Qu'il soit informatique, juridique ou stratégique, le conseil en entreprise se porte bien. Pour les jeunes diplômés (60 % des embauches), l'audit et le conseil sont considérés comme un excellent accélérateur de carrière. Ils sont plus courtisés qu'avant, pour répondre à  une concurrence très forte sur le marché du recrutement. De la même manière, les profils confirmés, avec trois ou quatre années, voire dix ans d'expérience, sont aussi très recherchés. Le conseil en management a vu son volume tripler en dix ans. Avec des à -coups. Après la crise de 2008, il a fallu attendre 2013 pour voir en effet l'activité repartir vraiment à  la hausse. Et encore, autour d'une problématique différente : l'organisation et la stratégie ont pris le pas sur les évolutions technologiques.

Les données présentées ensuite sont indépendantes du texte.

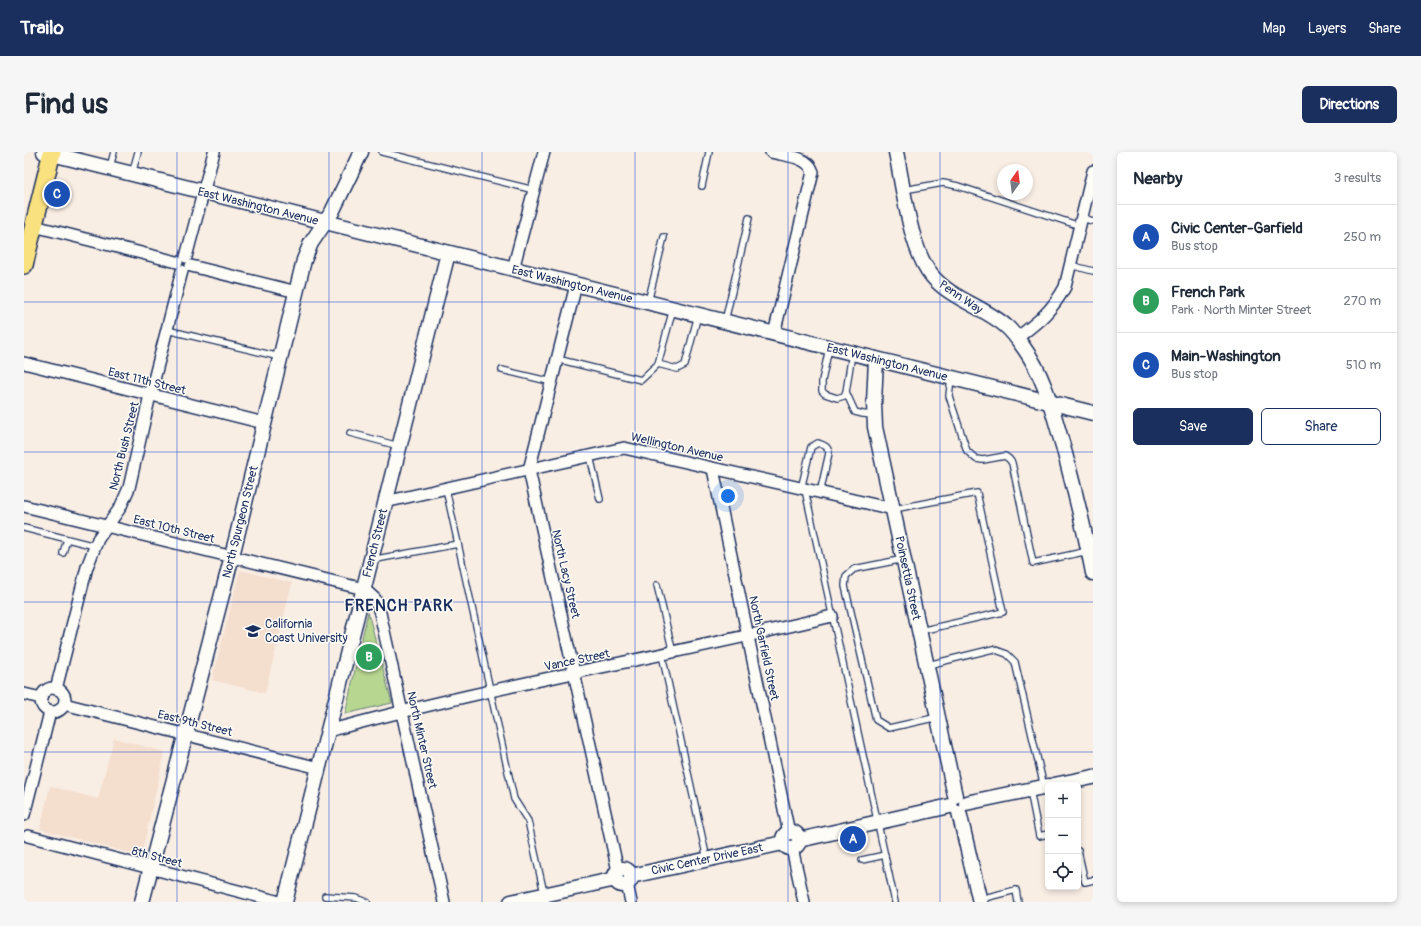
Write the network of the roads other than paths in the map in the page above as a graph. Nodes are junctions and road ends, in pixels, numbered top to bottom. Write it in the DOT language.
graph roads {
  1 [pos="114,152"];
  2 [pos="138,152"];
  3 [pos="214,152"];
  4 [pos="361,152"];
  5 [pos="382,152"];
  6 [pos="544,152"];
  7 [pos="709,152"];
  8 [pos="771,152"];
  9 [pos="896,152"];
  10 [pos="49,153"];
  11 [pos="110,168"];
  12 [pos="132,174"];
  13 [pos="1092,177"];
  14 [pos="702,186"];
  15 [pos="534,190"];
  16 [pos="904,190"];
  17 [pos="204,192"];
  18 [pos="750,218"];
  19 [pos="1093,221"];
  20 [pos="1080,222"];
  21 [pos="325,223"];
  22 [pos="34,226"];
  23 [pos="664,237"];
  24 [pos="448,253"];
  25 [pos="184,264"];
  26 [pos="24,265"];
  27 [pos="1070,265"];
  28 [pos="513,269"];
  29 [pos="1093,271"];
  30 [pos="576,285"];
  31 [pos="297,292"];
  32 [pos="648,302"];
  33 [pos="674,309"];
  34 [pos="698,315"];
  35 [pos="724,321"];
  36 [pos="167,330"];
  37 [pos="774,334"];
  38 [pos="1017,338"];
  39 [pos="829,347"];
  40 [pos="852,353"];
  41 [pos="281,357"];
  42 [pos="558,359"];
  43 [pos="876,359"];
  44 [pos="24,363"];
  45 [pos="658,364"];
  46 [pos="502,370"];
  47 [pos="952,378"];
  48 [pos="552,382"];
  49 [pos="846,392"];
  50 [pos="150,395"];
  51 [pos="1050,402"];
  52 [pos="1093,413"];
  53 [pos="875,415"];
  54 [pos="264,423"];
  55 [pos="350,433"];
  56 [pos="400,446"];
  57 [pos="590,456"];
  58 [pos="713,469"];
  59 [pos="529,470"];
  60 [pos="446,489"];
  61 [pos="803,489"];
  62 [pos="820,493"];
  63 [pos="600,499"];
  64 [pos="385,502"];
  65 [pos="24,506"];
  66 [pos="894,509"];
  67 [pos="108,526"];
  68 [pos="24,528"];
  69 [pos="67,539"];
  70 [pos="458,544"];
  71 [pos="95,546"];
  72 [pos="1089,551"];
  73 [pos="63,553"];
  74 [pos="232,556"];
  75 [pos="904,559"];
  76 [pos="371,560"];
  77 [pos="1093,571"];
  78 [pos="657,585"];
  79 [pos="364,589"];
  80 [pos="832,616"];
  81 [pos="920,631"];
  82 [pos="749,636"];
  83 [pos="673,653"];
  84 [pos="662,655"];
  85 [pos="928,665"];
  86 [pos="575,674"];
  87 [pos="56,689"];
  88 [pos="490,692"];
  89 [pos="24,694"];
  90 [pos="42,698"];
  91 [pos="64,704"];
  92 [pos="402,711"];
  93 [pos="50,712"];
  94 [pos="939,717"];
  95 [pos="328,731"];
  96 [pos="186,734"];
  97 [pos="319,768"];
  98 [pos="1093,777"];
  99 [pos="1048,782"];
  100 [pos="1069,782"];
  101 [pos="1045,787"];
  102 [pos="1029,790"];
  103 [pos="957,804"];
  104 [pos="24,816"];
  105 [pos="877,822"];
  106 [pos="25,835"];
  107 [pos="1045,835"];
  108 [pos="791,841"];
  109 [pos="1079,854"];
  110 [pos="885,855"];
  111 [pos="707,859"];
  112 [pos="862,860"];
  113 [pos="150,869"];
  114 [pos="623,878"];
  115 [pos="1093,880"];
  116 [pos="325,896"];
  117 [pos="545,898"];
  118 [pos="979,900"];
  119 [pos="142,902"];
  120 [pos="280,902"];
  121 [pos="285,902"];
  122 [pos="367,902"];
  123 [pos="444,902"];
  124 [pos="511,902"];
  125 [pos="631,902"];
  126 [pos="804,902"];
  127 [pos="895,902"];
  128 [pos="1018,902"];
  1 -- 11 [label="lane"];
  2 -- 12 [label="lane"];
  3 -- 17 [label="street, North Bush Street"];
  4 -- 21 [label="street, North Spurgeon Street"];
  5 -- 15 [label="lane"];
  6 -- 15 [label="street"];
  7 -- 14 [label="lane"];
  8 -- 37 [label="street"];
  9 -- 16 [label="street, Penn Way"];
  10 -- 11 [label="street, East Washington Avenue"];
  10 -- 22 [label="main road"];
  11 -- 12 [label="street, East Washington Avenue"];
  12 -- 17 [label="street, East Washington Avenue"];
  13 -- 20 [label="street"];
  15 -- 28 [label="street"];
  16 -- 20 [label="lane"];
  16 -- 38 [label="street, Penn Way"];
  17 -- 21 [label="street, East Washington Avenue"];
  17 -- 25 [label="street, North Bush Street"];
  18 -- 35 [label="lane"];
  19 -- 20 [label="lane"];
  20 -- 27 [label="street"];
  21 -- 24 [label="street, East Washington Avenue"];
  21 -- 31 [label="street, North Spurgeon Street"];
  22 -- 25 [label="street"];
  22 -- 26 [label="main road"];
  23 -- 32 [label="lane"];
  24 -- 28 [label="street, East Washington Avenue"];
  24 -- 56 [label="street, French Street"];
  25 -- 31 [label="street"];
  25 -- 36 [label="street, North Bush Street"];
  27 -- 29 [label="lane"];
  27 -- 38 [label="street"];
  28 -- 30 [label="street, East Washington Avenue"];
  30 -- 32 [label="street, East Washington Avenue"];
  30 -- 42 [label="street, North Lacy Street"];
  31 -- 41 [label="street, North Spurgeon Street"];
  32 -- 33 [label="street, East Washington Avenue"];
  33 -- 34 [label="street, East Washington Avenue"];
  33 -- 45 [label="lane"];
  34 -- 35 [label="street, East Washington Avenue"];
  34 -- 45 [label="lane"];
  35 -- 37 [label="street, East Washington Avenue"];
  36 -- 41 [label="lane"];
  36 -- 50 [label="street, North Bush Street"];
  37 -- 39 [label="street, East Washington Avenue"];
  38 -- 51 [label="street, Penn Way"];
  39 -- 40 [label="street, East Washington Avenue"];
  39 -- 49 [label="lane"];
  40 -- 43 [label="street, East Washington Avenue"];
  40 -- 49 [label="lane"];
  41 -- 54 [label="street, North Spurgeon Street"];
  42 -- 45 [label="lane"];
  42 -- 48 [label="street, North Lacy Street"];
  43 -- 47 [label="street, East Washington Avenue"];
  43 -- 53 [label="street, Poinsettia Street"];
  44 -- 50 [label="street, East 11th Street"];
  46 -- 48 [label="lane"];
  47 -- 51 [label="street, East Washington Avenue"];
  47 -- 72 [label="lane"];
  48 -- 59 [label="street, North Lacy Street"];
  49 -- 53 [label="lane"];
  50 -- 54 [label="street, East 11th Street"];
  50 -- 67 [label="street, North Bush Street"];
  51 -- 52 [label="street, East Washington Avenue"];
  51 -- 72 [label="street, Penn Way"];
  53 -- 66 [label="street, Poinsettia Street"];
  54 -- 74 [label="street, North Spurgeon Street"];
  55 -- 56 [label="lane"];
  56 -- 64 [label="street, French Street"];
  57 -- 58 [label="street, Wellington Avenue"];
  57 -- 59 [label="street, Wellington Avenue"];
  57 -- 63 [label="lane"];
  58 -- 61 [label="street, Wellington Avenue"];
  58 -- 82 [label="street, North Garfield Street"];
  59 -- 60 [label="street, Wellington Avenue"];
  59 -- 86 [label="street, North Lacy Street"];
  60 -- 64 [label="street, Wellington Avenue"];
  60 -- 70 [label="lane"];
  61 -- 62 [label="street, Wellington Avenue"];
  61 -- 62 [label="lane"];
  61 -- 80 [label="lane"];
  62 -- 66 [label="street, Wellington Avenue"];
  64 -- 76 [label="street, French Street"];
  65 -- 67 [label="street, East 10th Street"];
  66 -- 75 [label="street, Poinsettia Street"];
  66 -- 81 [label="lane"];
  67 -- 71 [label="street, North Bush Street"];
  67 -- 74 [label="street, East 10th Street"];
  68 -- 69 [label="lane"];
  69 -- 71 [label="lane"];
  69 -- 73 [label="lane"];
  70 -- 76 [label="lane"];
  70 -- 88 [label="lane"];
  71 -- 87 [label="street, North Bush Street"];
  72 -- 77 [label="street, Penn Way"];
  74 -- 79 [label="street, East 10th Street"];
  74 -- 96 [label="street, North Spurgeon Street"];
  75 -- 81 [label="street, Poinsettia Street"];
  75 -- 94 [label="lane"];
  76 -- 79 [label="street, French Street"];
  78 -- 83 [label="lane"];
  79 -- 92 [label="street, North Minter Street"];
  79 -- 95 [label="street, French Street"];
  80 -- 82 [label="street, Vance Street"];
  80 -- 105 [label="lane"];
  81 -- 85 [label="street, Poinsettia Street"];
  82 -- 83 [label="street, Vance Street"];
  82 -- 108 [label="street, North Garfield Street"];
  83 -- 84 [label="street, Vance Street"];
  84 -- 86 [label="street, Vance Street"];
  84 -- 111 [label="lane"];
  85 -- 94 [label="street, Poinsettia Street"];
  85 -- 99 [label="lane"];
  86 -- 88 [label="street, Vance Street"];
  86 -- 114 [label="street, North Lacy Street"];
  87 -- 90 [label="street"];
  87 -- 91 [label="street"];
  88 -- 92 [label="street, Vance Street"];
  88 -- 117 [label="lane"];
  89 -- 90 [label="street"];
  90 -- 93 [label="street"];
  91 -- 93 [label="street"];
  91 -- 96 [label="street, East 9th Street"];
  92 -- 95 [label="street, Vance Street"];
  92 -- 123 [label="street, North Minter Street"];
  93 -- 104 [label="street"];
  94 -- 103 [label="street, Poinsettia Street"];
  95 -- 97 [label="street, French Street"];
  96 -- 97 [label="street, East 9th Street"];
  96 -- 113 [label="street, North Spurgeon Street"];
  97 -- 121 [label="street, French Street"];
  98 -- 100 [label="street, Civic Center Drive East"];
  101 -- 102 [label="street, Civic Center Drive East"];
  102 -- 103 [label="street, Civic Center Drive East"];
  102 -- 107 [label="lane"];
  103 -- 105 [label="street, Civic Center Drive East"];
  103 -- 118 [label="street, Poinsettia Street"];
  105 -- 108 [label="street, Civic Center Drive East"];
  105 -- 110 [label="lane"];
  106 -- 113 [label="street, 8th Street"];
  108 -- 111 [label="street, Civic Center Drive East"];
  108 -- 126 [label="street, North Garfield Street"];
  109 -- 115 [label="lane"];
  110 -- 112 [label="lane"];
  110 -- 127 [label="lane"];
  111 -- 114 [label="street, Civic Center Drive East"];
  113 -- 119 [label="street, North Spurgeon Street"];
  113 -- 120 [label="street, 8th Street"];
  114 -- 117 [label="street, Civic Center Drive East"];
  114 -- 125 [label="street, North Lacy Street"];
  116 -- 122 [label="lane"];
  117 -- 124 [label="street, Civic Center Drive East"];
  118 -- 128 [label="lane"];
}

L'apparition de nouvelles normes comptables et l'augmentation des fusions-acquisitions boostent le secteur. Les entreprises, grandes et petites, n'hésitent pas à  externaliser certaines fonctions. Elles en attendent une réduction des coûts, mais surtout une compétence accrue qu'elles ne pourraient développer en interne. Autre signe de bonne santé, de plus petites structures parviennent à  s'imposer aux côtés des poids lourds. Surtout, les cabinets de consultance évoluent dans un secteur de plus en plus spécialisé qui exige de recruter des troupes d'élite. Aujourd'hui, les cabinets ne peuvent plus se permettre de faire passer d'un secteur à  l'autre les cadres de l'audit, qui doivent se concentrer sur leurs dossiers et tout connaître de l'actualité de leur sphère d'intervention.

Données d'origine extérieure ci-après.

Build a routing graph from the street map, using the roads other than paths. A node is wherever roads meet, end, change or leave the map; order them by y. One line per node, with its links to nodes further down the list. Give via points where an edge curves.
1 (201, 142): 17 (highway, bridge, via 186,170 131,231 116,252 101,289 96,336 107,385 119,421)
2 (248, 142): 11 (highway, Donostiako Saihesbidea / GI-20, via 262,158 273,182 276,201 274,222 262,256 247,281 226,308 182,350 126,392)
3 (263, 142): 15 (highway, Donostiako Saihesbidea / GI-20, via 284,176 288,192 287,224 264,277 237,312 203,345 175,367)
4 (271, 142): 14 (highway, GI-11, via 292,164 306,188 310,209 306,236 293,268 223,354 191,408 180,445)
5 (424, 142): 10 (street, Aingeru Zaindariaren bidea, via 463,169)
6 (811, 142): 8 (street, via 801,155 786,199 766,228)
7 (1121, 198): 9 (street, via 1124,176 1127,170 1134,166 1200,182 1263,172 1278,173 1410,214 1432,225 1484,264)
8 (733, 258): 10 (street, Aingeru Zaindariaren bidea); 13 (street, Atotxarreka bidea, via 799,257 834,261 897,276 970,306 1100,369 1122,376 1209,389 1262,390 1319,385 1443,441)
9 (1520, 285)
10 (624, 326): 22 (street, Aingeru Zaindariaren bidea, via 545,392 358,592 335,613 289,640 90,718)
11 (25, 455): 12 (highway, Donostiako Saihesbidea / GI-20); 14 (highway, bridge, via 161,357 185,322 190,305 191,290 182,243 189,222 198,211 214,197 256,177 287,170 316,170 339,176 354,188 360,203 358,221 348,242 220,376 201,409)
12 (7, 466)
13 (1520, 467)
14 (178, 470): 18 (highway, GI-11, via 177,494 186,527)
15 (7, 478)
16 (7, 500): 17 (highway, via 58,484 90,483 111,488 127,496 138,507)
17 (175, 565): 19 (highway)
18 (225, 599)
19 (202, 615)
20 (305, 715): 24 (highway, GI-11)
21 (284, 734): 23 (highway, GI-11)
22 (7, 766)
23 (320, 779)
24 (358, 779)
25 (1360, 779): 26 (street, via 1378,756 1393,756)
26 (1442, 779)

Tous les grands acteurs privilégient les recrutements en école de commerce et d'ingénieurs. Mais ils embauchent aussi des universitaires. Nous recrutons des jeunes diplômés dans toutes les universités, avec des masters en sciences éco, en sciences commerciales, des ingénieurs de gestion, des juristes. Mais aussi des masters avec des spécialisations en fiscalité ou en droit des sociétés, assure Wouter Van Linden, associé, directeur des ressources humaines chez KPMG, qui recrute 180 personnes cette année. Dans la mesure où ils travaillent avec des clients internationaux, les grands cabinets d’audit accordent de l’importance à  la réputation de l’institution où se sont formés leurs employés, mais sans élitisme. La quasi-totalité des élus travaillent rapidement sur des cas concrets et suivent en parallèle des parcours de formation, parfois taillés sur mesure. Un effort qui vient s’ajouter à  un salaire très intéressant pour un jeune diplômé, de l’ordre de 2 100 à  2 700 € brut par mois, auxquels s'ajoutent une voiture de société et une enveloppe complète d'indemnités et d'avantages extralégaux. Nous sommes ouverts à  tous les profils, y compris littéraires, puisque notre processus de recrutement vise à  évaluer les capacités d'analyse, l'esprit de synthèse et les compétences verbales des candidats, indique Rolf Driesen, Talent Partner chez Deloitte. Quel que soit le poste espéré, ce qui compte avant tout, c'est de parler anglais et néerlandais, et de montrer au cours des entretiens de l'intérêt pour le métier.